The Addendum also provides that Mr. Baldwin will be indemnified and held harmless for costs or expenses, if any, under Section 409A of the Internal Revenue Code in connection with the exercise of his options. A copy of the Addendum is incorporated herein by reference and attached hereto as Exhibit 99.1.

Pursuant to the Severance Agreement Mr.

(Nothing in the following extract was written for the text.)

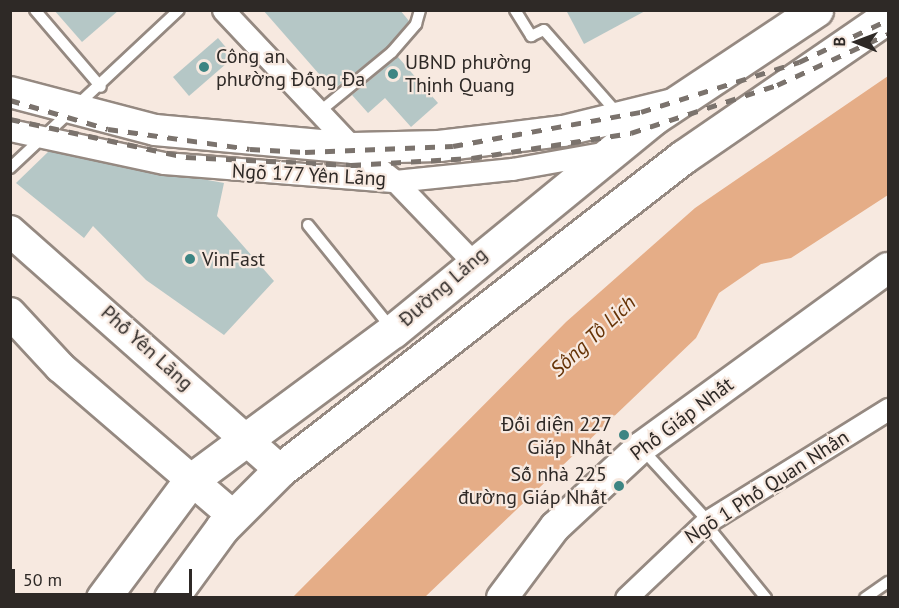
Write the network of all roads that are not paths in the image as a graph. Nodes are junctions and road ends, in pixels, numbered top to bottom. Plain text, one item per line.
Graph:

Baldwin will receive the following benefits, minus all applicable and required taxes, deductions and withholdings:
· A one-time lump sum severance amount of $500,000 equal to one year's salary.
· Consideration for an award under the 2004 - 2006 Cycle of the Long-Term Incentive Plan provided awards for the 2004 - 2006 Cycle are paid to active eligible associates.
· An amount equal to $104,167, as a pro-rated incentive payment under the 2005 - 2007 Cycle of the Long-Term Incentive Plan.
· Consideration for a Management Incentive Plan bonus payment for 2006, provided awards are paid to active eligible associates.
· Compensation for tax and financial planning services incurred in 2007 of $10,000.
· Additional years of service under Huntington's Supplemental Retirement Income Plan of 1.33 years.

It is anticipated that the Severance Agreement will be executed by Huntington and Mr. Baldwin on Mr. Baldwin's last day of employment. A copy of the Severance Agreement is incorporated herein by reference and attached hereto as Exhibit 99.2.





Item 9.01 Financial Statements and Exhibits.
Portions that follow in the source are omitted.